Episode 10 - What Your Content Looks Like in Embedding Space


Yesterday, April 24th, 2025, I gave the closing keynote at the GIS in Action conference in Portland, OR. It was a blast, even if my AI Powered slides were not on their best game.
Don't Panic! It's just AI!
Prologue
(Announcer Voice) In last week’s episode, we saw how embeddings can turn blog summaries into vectors. Once we have those vectors, we can do things like find all the summaries that are semantically close to a concept we are interested in. But what does that “vector space” actually look like?
I like visualizations, and I want to see them on a map!
The bad news is that it’s really high-dimensional. We are used to 2D or 3D environments, and these vectors are like thousand-D environments (they commonly range from 300-1500 dimensions). But there are still things we can do.

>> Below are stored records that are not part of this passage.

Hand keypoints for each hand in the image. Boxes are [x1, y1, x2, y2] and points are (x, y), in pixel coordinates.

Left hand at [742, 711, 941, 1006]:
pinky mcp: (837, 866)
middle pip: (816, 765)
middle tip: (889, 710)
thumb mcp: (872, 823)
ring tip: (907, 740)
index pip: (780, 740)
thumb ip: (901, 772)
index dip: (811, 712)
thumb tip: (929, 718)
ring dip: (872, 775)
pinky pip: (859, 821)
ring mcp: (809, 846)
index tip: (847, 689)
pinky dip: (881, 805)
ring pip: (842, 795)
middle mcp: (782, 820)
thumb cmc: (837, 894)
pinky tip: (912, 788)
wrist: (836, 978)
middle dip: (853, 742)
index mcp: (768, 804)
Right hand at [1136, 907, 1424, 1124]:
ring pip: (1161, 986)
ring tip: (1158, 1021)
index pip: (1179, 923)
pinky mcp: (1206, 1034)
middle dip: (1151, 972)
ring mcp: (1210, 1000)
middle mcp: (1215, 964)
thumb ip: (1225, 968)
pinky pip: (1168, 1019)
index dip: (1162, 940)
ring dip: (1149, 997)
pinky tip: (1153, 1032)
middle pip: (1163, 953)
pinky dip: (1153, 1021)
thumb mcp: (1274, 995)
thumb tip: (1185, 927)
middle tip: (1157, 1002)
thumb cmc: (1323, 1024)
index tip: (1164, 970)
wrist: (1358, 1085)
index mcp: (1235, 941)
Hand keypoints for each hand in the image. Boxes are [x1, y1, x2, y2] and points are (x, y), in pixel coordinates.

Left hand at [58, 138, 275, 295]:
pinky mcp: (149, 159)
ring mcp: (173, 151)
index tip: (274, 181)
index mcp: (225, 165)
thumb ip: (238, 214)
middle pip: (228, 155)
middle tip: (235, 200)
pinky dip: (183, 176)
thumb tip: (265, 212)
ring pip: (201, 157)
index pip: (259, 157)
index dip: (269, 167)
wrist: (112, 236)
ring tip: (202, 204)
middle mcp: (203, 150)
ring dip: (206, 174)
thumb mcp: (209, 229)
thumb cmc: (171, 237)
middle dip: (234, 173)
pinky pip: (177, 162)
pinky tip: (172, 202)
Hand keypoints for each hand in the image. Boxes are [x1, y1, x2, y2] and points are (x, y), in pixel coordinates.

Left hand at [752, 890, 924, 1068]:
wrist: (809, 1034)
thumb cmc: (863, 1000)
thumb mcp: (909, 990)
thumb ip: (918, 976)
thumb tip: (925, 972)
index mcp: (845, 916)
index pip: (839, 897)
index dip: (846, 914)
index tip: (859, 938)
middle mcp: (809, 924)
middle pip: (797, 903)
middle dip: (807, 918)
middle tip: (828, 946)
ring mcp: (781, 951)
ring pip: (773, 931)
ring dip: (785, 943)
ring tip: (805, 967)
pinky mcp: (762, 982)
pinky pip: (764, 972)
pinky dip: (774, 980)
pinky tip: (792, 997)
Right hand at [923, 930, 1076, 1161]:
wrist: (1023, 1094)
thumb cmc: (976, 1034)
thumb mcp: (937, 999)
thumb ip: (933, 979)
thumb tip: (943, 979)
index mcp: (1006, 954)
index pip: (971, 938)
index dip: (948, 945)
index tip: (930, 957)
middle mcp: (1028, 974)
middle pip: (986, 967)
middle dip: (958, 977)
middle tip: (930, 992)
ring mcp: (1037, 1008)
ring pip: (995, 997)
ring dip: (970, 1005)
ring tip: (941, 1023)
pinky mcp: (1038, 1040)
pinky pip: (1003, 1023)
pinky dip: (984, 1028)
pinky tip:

This week, we’ll explore how to visualize our vector space and look for groups and outliers, just like in our GIS data!
First, a confession. I wasn’t going to write this post. But last week, while using my AI friends to review my post, one of them mentioned visualizing this! Of course! So, here we are, looking at how we can visualize embeddings and maybe even do GIS-like analysis on them.
Dimensionlogue
Last week, when we generated vectors by embedding our summaries, we created a list for each summary with about 1000 numbers, our vectors. With those vectors, we could compute distances and ultimately find summaries near our request in that “meaning space.”
What is “meaning Space”?
If we go back to our geocoding metaphor from Episode 9, we know that the latitude/longitude we get from an address can be mapped on the Earth. That is the “space” in which those points can be mapped.
Fast-forward to this week—We are looking for a way to visualize the “meaning space” for our embedding vectors. Each point (the list of ~1000 numbers) represents the meaning of that summary. If we could put all those on a 1000-dimensional graph, we could see which ones were close to each other.
Unfortunately, I can’t visualize that many dimensions, but we have techniques to reduce the number to something we can visualize, say two dimensions.
Dimensionality Reduction
If you want to really nerd out on higher dimensional math, I recommend starting with 3Blue1Brown on YouTube, he has a great video solving some math puzzles that deal with thinking in higher dimensions.
The idea is to reduce the number of dimensions in our vectors (those long lists of numbers representing meaning) to something we can see. We start with a very high number of dimensions, like 1024, and we need to reduce it down to two dimensions for plotting on a chart.
The hard part isn’t just shrinking the dimensions. It’s doing it in a way that still preserves meaningful relationships between the data points, like which blog summaries are similar so that they can form clusters.
Several techniques do this, each with tradeoffs (just like map projections):
- PCA (Principal Component Analysis) – A linear technique that tries to find the directions (components) that explain the most variance in the data. It’s fast and mathematically simple, but it doesn’t usually preserve the subtle structure of semantic data very well, especially for text embeddings.
- t-SNE (T-distributed Stochastic Neighbor Embedding) – A popular nonlinear method that’s good at grouping similar points locally but often distorts distances and doesn’t preserve global structure. It’s suitable for clusters but not for seeing how clusters relate to each other. It’s like using a projection that makes continents look the correct shape but not the correct size.
- UMAP (Uniform Manifold Approximation and Projection) – A newer method that tries to preserve local and global structures better than t-SNE. It maintains distance and density more faithfully, meaning the clusters it produces reflect actual similarity in the original embedding space.
I’m going to use UMAP. After asking ChatGPT for recommendations and doing some follow-up research, UMAP (especially via the Python library umap-learn) seems pretty standard for working with text embeddings. Each point in this output still represents a “meaning” with accuracy, but now we can plot it.
I used Claude to send our blog summary embeddings into the UMAP algorithm using the umap-learn
Python library. The library automatically does the dimensionality reduction, and Claude wrote some more code to plot the resulting 2D coordinates in a scatterplot, colored by cluster.

Running UMAP
I’ve never run UMAP before, and I hope you know what I’m going to do at this point! I went back to my session with Claude where I was asking it to write the code for the previous two episodes, and I wrote:
Create a new python file that uses UMAP to visualize our document embedding vectors.
Since it already had the context for the data, the storage, etc., it could make a working output on the first try. I went back and forth with it to get the final output above, mostly asking it to colorize the HTML output.
What do the colors mean?
Each of the colors: Yellow, Orange, Pink, Purple, represent clusters of data, while the blue ones represent points that didn’t fit into the other clusters. Points that are closer together are more similar.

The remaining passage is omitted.